To predict incident T2D, regardless of superiority of FPG to other measures, considering different surrogates of IR, we confirmed the superiority of the TyG-index over HOMA2-IR only among women; however, we found no difference between AUC of HOMA-IR and TyG-index in either gender. Superiority of the TyG-index over HOMA2-IR (AUC of 0.79 vs 0.77) was also reported in a cross-sectional study conducted on 82 Brazilian subjects [25]. In postmenopausal women without T2D from the Montreal-Ottawa New Emerging team population database it was shown that the TyG-index and insulin sensitivity/resistance indices were only modestly related to the hyperinsulinemic–euglycemic clamp test and both fasting and OGTT derived surrogate indices appeared to be more precise in estimating insulin sensitivity/resistance [26].

As regards to limitations, first, since we only had data for fasting insulin, we had to use the fasting indices of IR, which are not as accurate as using both fasting and 2 h post-challenge levels of insulin.
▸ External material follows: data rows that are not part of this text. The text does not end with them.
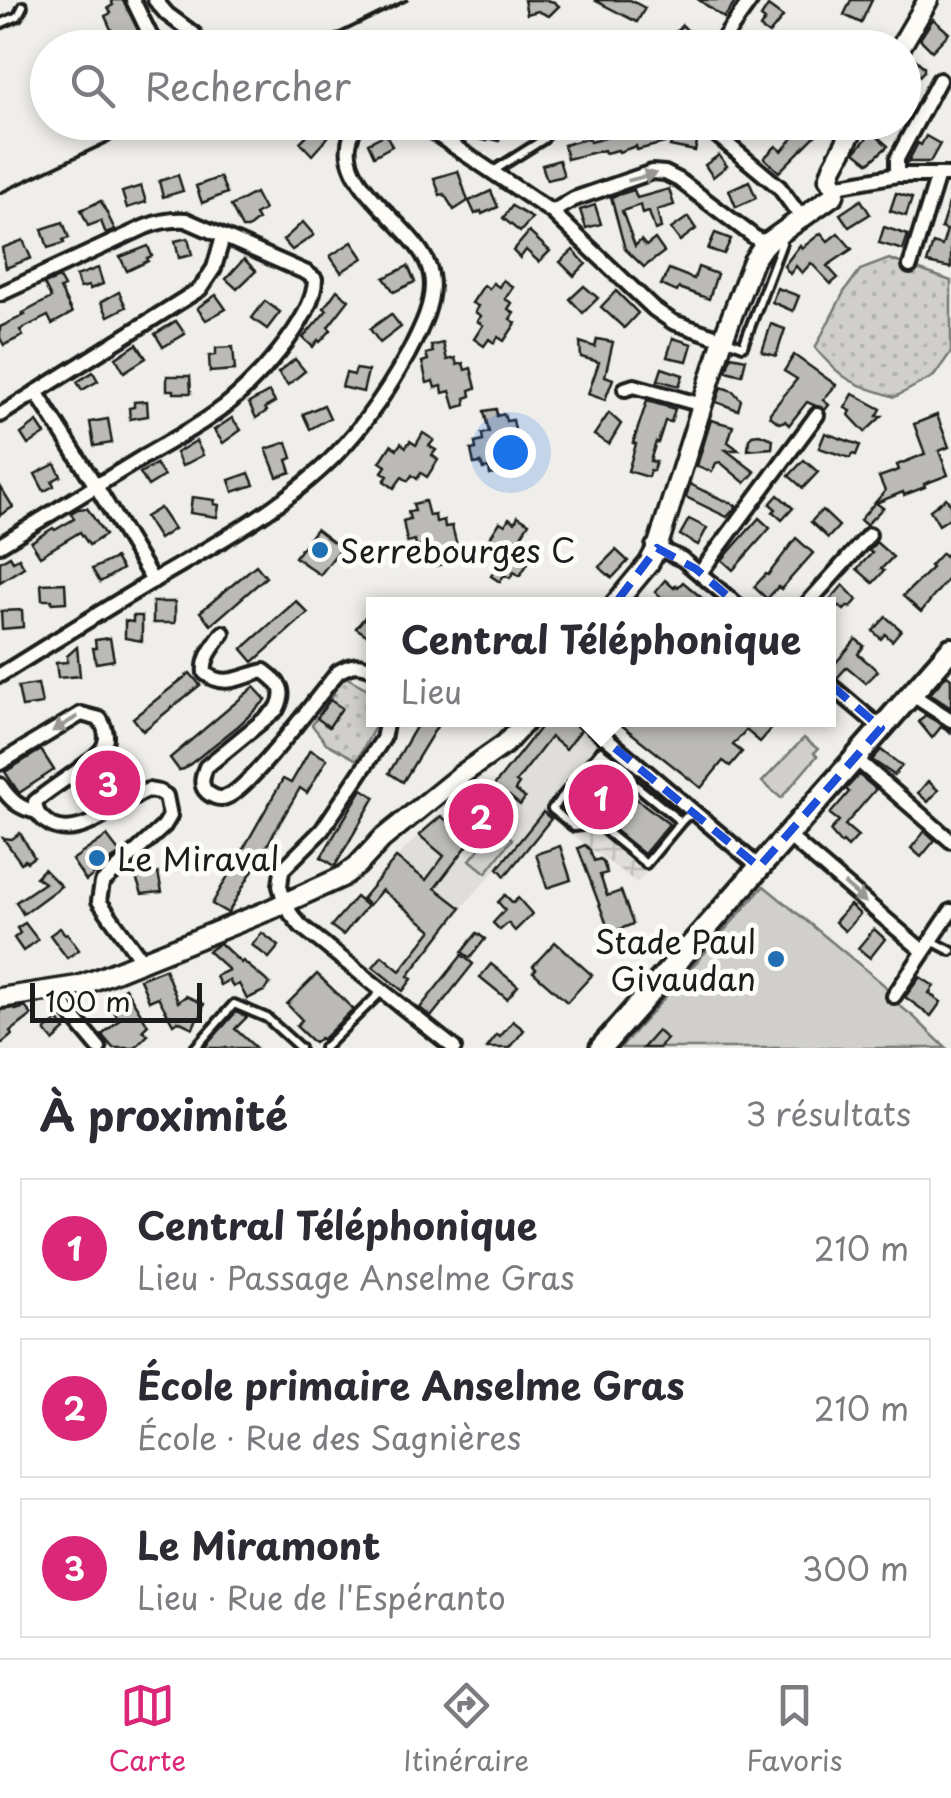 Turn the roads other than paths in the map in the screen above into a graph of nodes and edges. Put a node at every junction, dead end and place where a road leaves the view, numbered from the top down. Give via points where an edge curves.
1 (133, 0) edge
2 (155, 0) edge
3 (751, 0) edge
4 (924, 0) edge
5 (24, 6) dead end
6 (0, 24) edge
7 (148, 30) edge
8 (189, 30) edge
9 (729, 30) edge
10 (908, 30) edge
11 (938, 80) dead end
12 (921, 114) edge
13 (349, 140) edge
14 (445, 140) edge
15 (542, 140) edge
16 (723, 140) edge
17 (847, 140) edge
18 (908, 140) edge
19 (493, 172) junction
20 (897, 174) junction
21 (945, 175) edge
22 (828, 189) junction
23 (552, 212) junction
24 (797, 213) junction
25 (223, 237) junction
26 (768, 239) junction
27 (910, 266) dead end
28 (0, 294) edge
29 (719, 338) junction
30 (625, 389) dead end
31 (36, 392) junction
32 (698, 403) junction
33 (0, 414) edge
34 (816, 415) dead end
35 (96, 486) junction
36 (869, 536) dead end
37 (0, 544) edge
38 (654, 547) junction
39 (700, 573) junction
40 (153, 580) junction
41 (621, 597) edge
42 (728, 597) edge
43 (813, 597) edge
44 (223, 633) dead end
45 (951, 649) edge
46 (366, 666) edge
47 (0, 676) edge
48 (836, 690) edge
49 (911, 694) junction
50 (951, 720) edge
51 (386, 727) edge
52 (521, 727) edge
53 (593, 727) edge
54 (881, 728) junction
55 (855, 758) junction
56 (0, 763) edge
57 (0, 786) edge
58 (694, 811) junction
59 (37, 812) junction
60 (682, 822) junction
61 (787, 835) junction
62 (951, 841) edge
63 (759, 867) junction
64 (286, 903) junction
65 (951, 911) edge
66 (927, 946) junction
67 (951, 952) edge
68 (142, 961) junction
69 (58, 990) junction
70 (382, 992) junction
71 (894, 996) dead end
72 (0, 998) edge
73 (99, 1048) edge
74 (195, 1048) edge
75 (300, 1048) edge
76 (324, 1048) edge
77 (454, 1048) edge
78 (601, 1048) edge

1 - 7 street
2 - 8 street
3 - 9 street
4 - 10 main road
5 - 6 lane
11 - 12 street
13 - 40 street via 349,159 364,188 431,272 430,300 415,342 367,418 322,469
14 - 19 street
15 - 19 lane
16 - 24 street via 779,187
17 - 22 main road
18 - 20 street
19 - 23 street
20 - 21 street
20 - 22 street
21 - 27 street
22 - 24 main road
23 -> 26 street via 652,172 665,173
23 - 29 street via 654,309
24 - 26 main road
25 - 28 street via 186,220 161,221
25 - 31 street via 200,290
25 - 35 street via 315,279 306,311 266,366 219,412
26 - 29 main road via 734,286
26 - 29 lane via 782,242 744,346
29 - 32 main road
30 - 32 street
31 - 33 street
31 - 35 street
32 - 38 main road
34 - 39 street
35 - 37 street
35 - 40 street
36 - 43 street
38 - 39 street
38 - 41 main road via 649,564
39 - 42 street
40 - 47 street
44 - 46 street via 208,653 206,674 227,682 264,671 281,686 282,699 206,767 205,789 215,798 237,791 338,672
45 - 49 main road
48 - 54 street
49 - 50 street
49 - 54 main road
51 - 64 street via 322,830 282,870
52 - 64 main road via 350,872
53 - 58 street
54 - 55 main road
55 - 61 main road
55 - 62 street
59 -> 56 street via 35,802 44,793 99,754 106,742 100,719 82,714
57 - 59 street via 10,800
58 - 60 lane
58 - 63 street
59 - 68 street via 54,826 78,828 148,790 166,796 170,816 164,826 99,891
60 - 60 lane via 646,864 597,824 574,827 552,810 600,751
61 - 63 main road
61 -> 66 street
63 - 78 main road
64 - 68 main road
64 - 70 street via 301,926
65 - 66 street
66 - 67 lane
66 - 71 street
68 - 69 main road
69 - 72 main road
69 - 73 street
70 - 76 lane
70 - 77 street
74 - 75 lane via 234,1004 267,1018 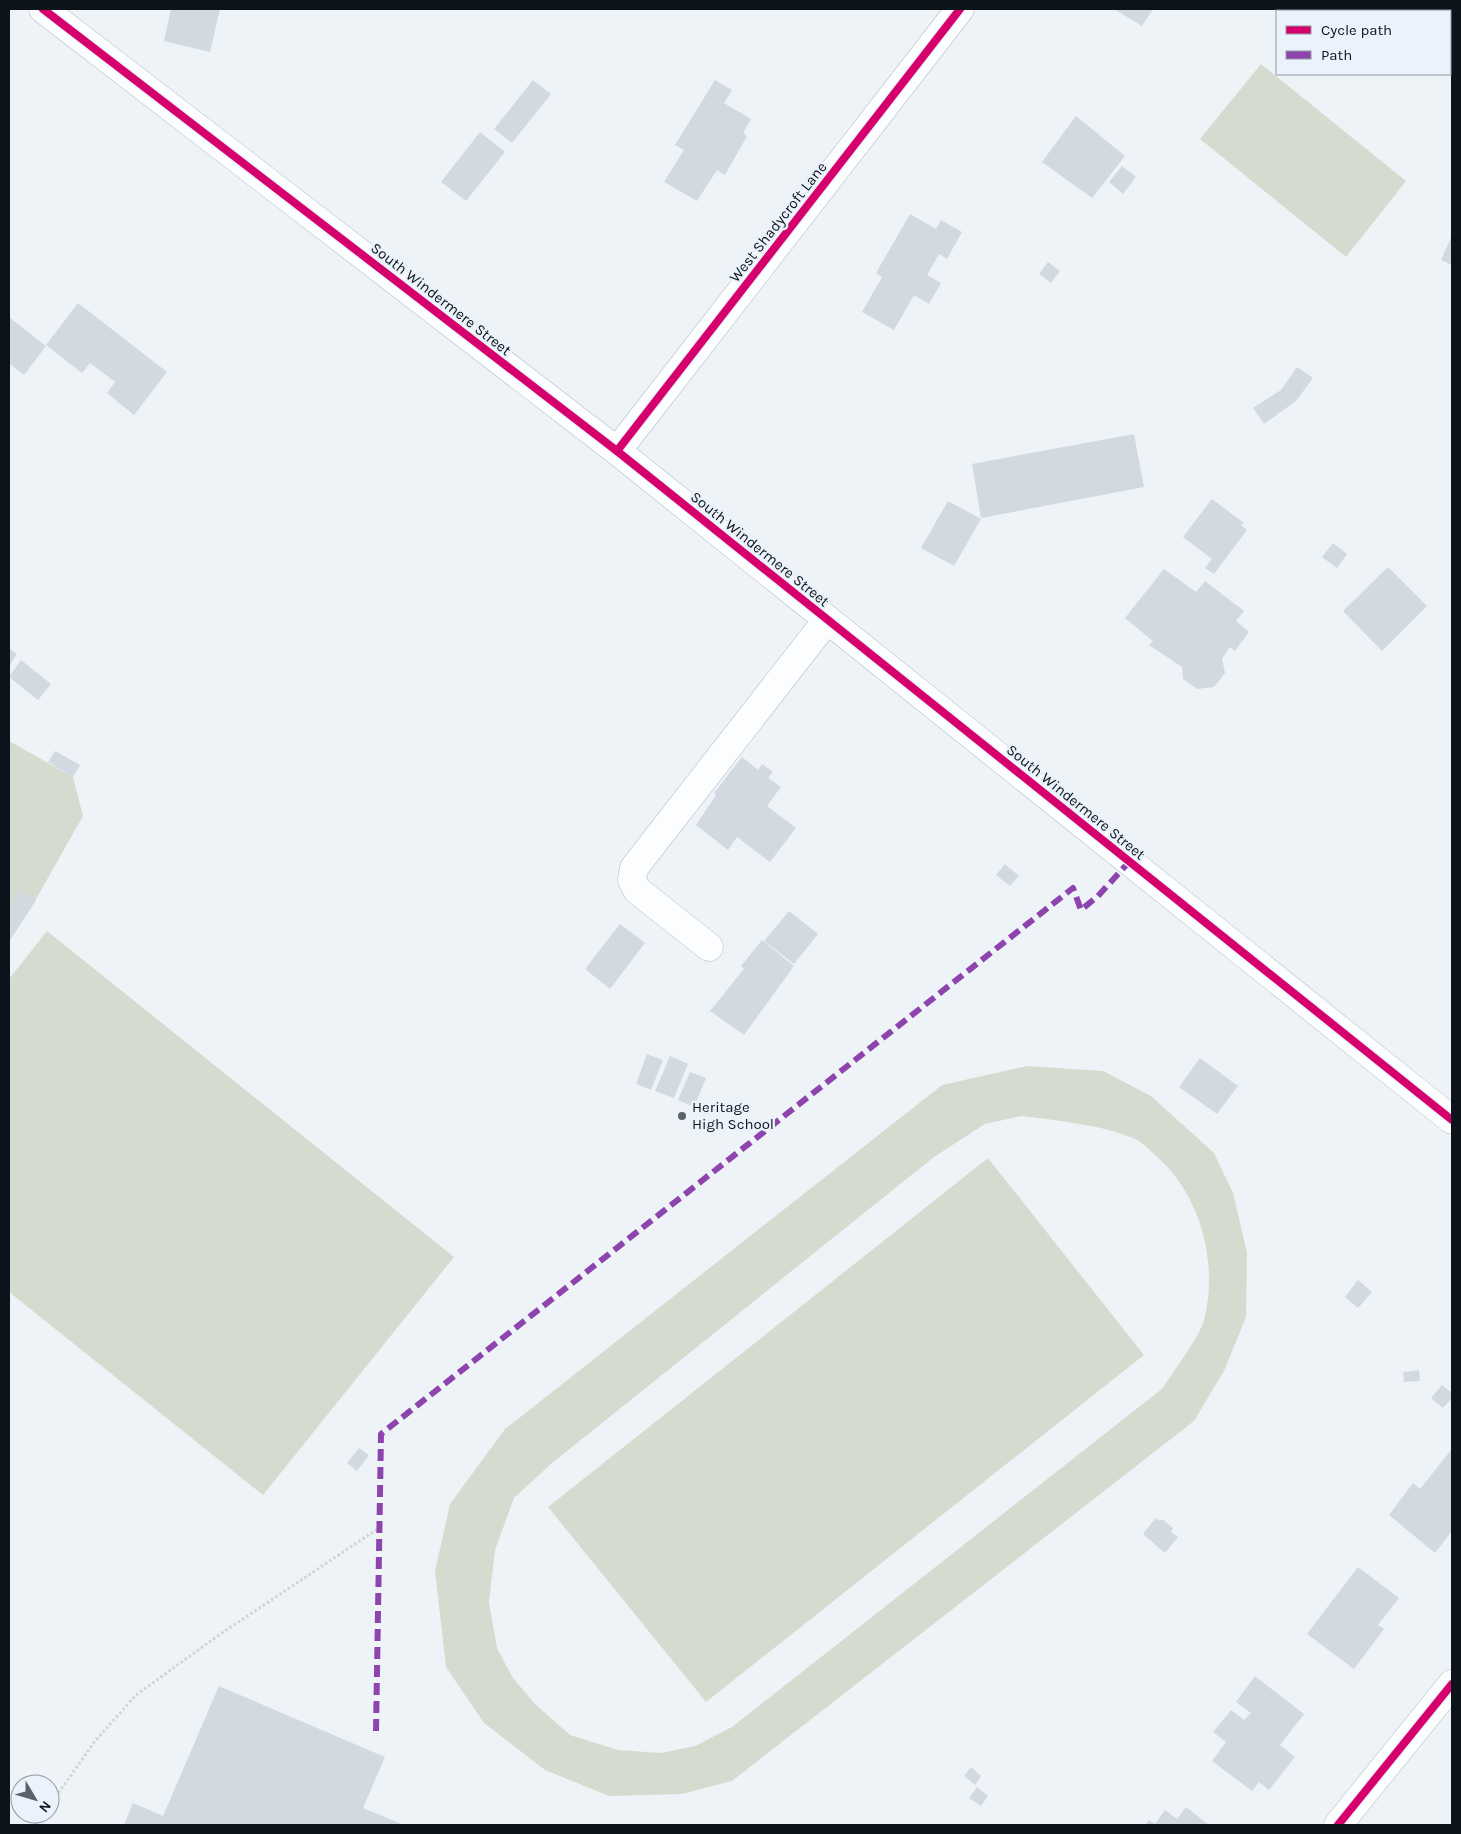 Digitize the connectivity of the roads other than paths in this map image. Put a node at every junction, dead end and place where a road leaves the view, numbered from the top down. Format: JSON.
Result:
{"nodes":[{"id":1,"x":43,"y":9,"type":"edge"},
{"id":2,"x":960,"y":9,"type":"edge"},
{"id":3,"x":617,"y":451,"type":"junction"},
{"id":4,"x":827,"y":620,"type":"junction"},
{"id":5,"x":709,"y":947,"type":"dead end"},
{"id":6,"x":1452,"y":1120,"type":"edge"},
{"id":7,"x":1452,"y":1684,"type":"edge"},
{"id":8,"x":1338,"y":1825,"type":"edge"}],
"edges":[{"from":1,"to":3,"type":"street","name":"South Windermere Street"},
{"from":2,"to":3,"type":"street","name":"West Shadycroft Lane"},
{"from":3,"to":4,"type":"street","name":"South Windermere Street"},
{"from":4,"to":5,"type":"street"},
{"from":4,"to":6,"type":"street","name":"South Windermere Street"},
{"from":7,"to":8,"type":"street"}]}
Second, as inherent to any prospective study, levels of baseline risk factors might change during the follow-up. Third, we had no data on other biomarkers such as glycosylated hemoglobin (HbA1C) and 1 h-PCPG, which has been recently reported to be superior to HbA1C for detecting those at risk of T2D [27]. In a systematic review evaluating predictive values of 94 suggested risk models for incident T2D, it has been shown that more than 80 models included available clinical parameters and simple low cost laboratory biomarkers, which were similar to components of our models and only few studies included haematological parameters (such as white blood cell count) or other biochemical markers (such as uric acid, C-reactive protein, HbA1C, or adipokines); the markers which were also not included in 7 diabetes risk models (scores) that are potential for adaptation for use in routine clinical practice [28]. As the last limitation, the present study was conducted among Persian ethnicities resident in Tehran with high prevalence and incidence of T2D [1, 29]; however, it remains to be determined if our findings are applicable to other ethnicities with different risk for T2D. The strengths of the current study include: its large sample size, population-based design, long-term follow-up, and comparing the TyG-index with FPG, 2 h-PCPG, TG/HDL-C, and HOMA- IR indices in both genders.

To conclude, among Iranian populations using FPG as a simple, low cost test shows it to be the strongest predictor of T2D compared to different surrogates of IR including TyG-index, TG/HDL-C, and HOMA-IR indices. Although the TyG-index was better than TG/HDL-C in both genders and HOMA2-IR in women, it did not rank higher to HOMA-IR in prediction of T2D.